The role of endothelin in oxygen-induced contraction of the ductus arteriosus in rabbit and rat fetuses.

The role of endothelin in oxygen-induced contraction remains controversial. The present study was designed to investigate the role of endothelin in O2-induced contraction in the isolated ductal preparation of rabbit and rat, using the endothelin receptor antagonists, bosentan (antagonist for both ET-A and ET-B receptors) and BQ 485 (an ET-A selective antagonist). The ductus was isolated from fetal rabbits at 30 days of gestation (term 31 days) and fetal rats at 21 days of gestation (term 22 days).
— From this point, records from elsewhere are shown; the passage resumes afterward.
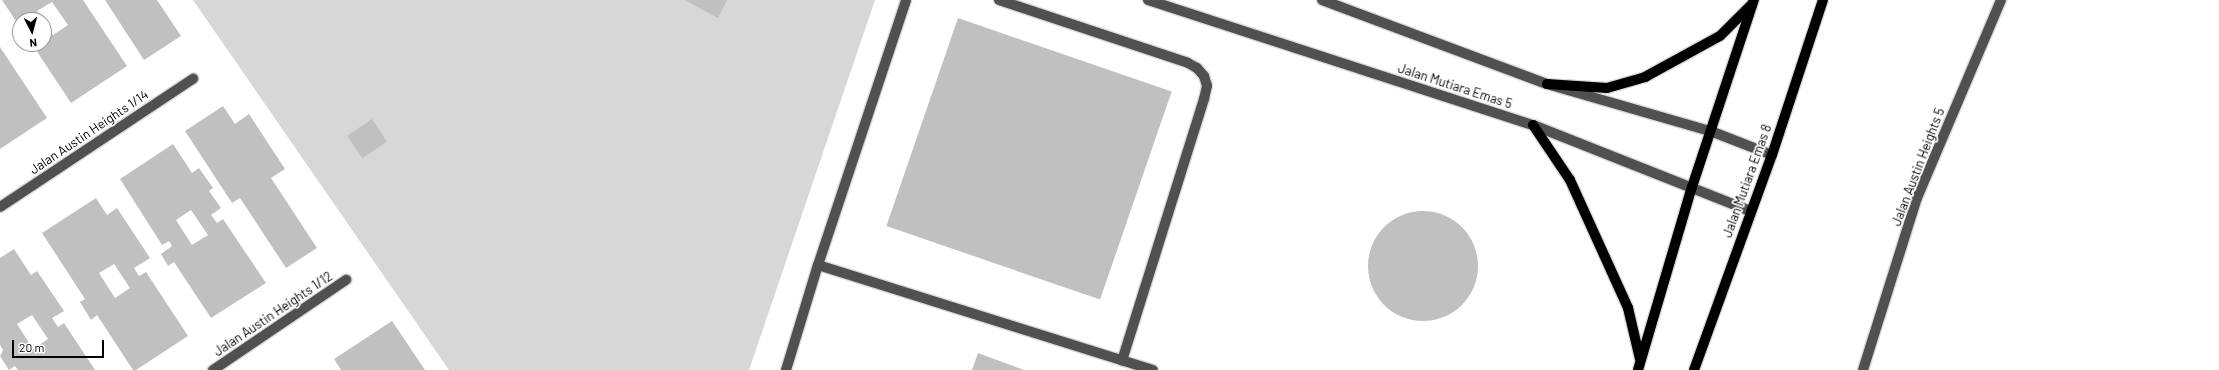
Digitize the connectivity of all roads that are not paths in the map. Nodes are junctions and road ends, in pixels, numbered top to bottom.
1 (906, 0) edge
2 (999, 0) edge
3 (1148, 0) edge
4 (1322, 0) edge
5 (1823, 0) edge
6 (2001, 0) edge
7 (1754, 1) edge
8 (193, 79) dead end
9 (1547, 84) junction
10 (1533, 125) junction
11 (1713, 132) junction
12 (1772, 155) junction
13 (1692, 188) junction
14 (0, 207) edge
15 (1750, 211) junction
16 (818, 265) junction
17 (346, 280) dead end
18 (1122, 360) junction
19 (1639, 366) edge
20 (213, 370) edge
21 (786, 370) edge
22 (1153, 370) edge
23 (1694, 370) edge
24 (1863, 370) edge

1 - 16 street
2 - 18 street
3 - 10 street, Jalan Mutiara Emas 5
4 - 9 street
5 - 12 main road, Jalan Mutiara Emas 8
6 - 24 street, Jalan Austin Heights 5
7 - 9 main road
7 - 11 main road
8 - 14 street, Jalan Austin Heights 1/14
9 - 11 street
10 - 13 street, Jalan Mutiara Emas 5
10 - 19 main road
11 - 12 street
11 - 13 main road
12 - 15 main road, Jalan Mutiara Emas 8
13 - 15 street, Jalan Mutiara Emas 5
13 - 19 main road
15 - 23 main road, Jalan Mutiara Emas 8
16 - 18 street
16 - 21 street
17 - 20 street, Jalan Austin Heights 1/12
18 - 22 street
In the rabbit ductus with intact endothelium, 13% of the O2-induced contraction was inhibited by bosentan and 14% by BQ 485. In the rabbit ductus without endothelium, bosentan did not cause significant inhibition of the oxygen-induced contraction. In the rat ductus with intact endothelium, about 44% of the O2-induced contraction was inhibited by bosentan. In the rat ductus without endothelium, O2-induced contraction was 20% less than that in the ductus with intact endothelium. In the rat ductus without endothelium, bosentan further decreased the oxygen-induced contraction by about 24%. These data suggest that (1) endothelin plays a significant role in O2-induced contraction in the isolated ductus arteriosus, (2) there is a species difference in the degree of contribution of endothelin to the O2-induced ductal contraction, and (3) there is a species difference in the degree of contribution of the endothelium and vascular smooth muscle cells to the release of endothelin from the ductus arteriosus.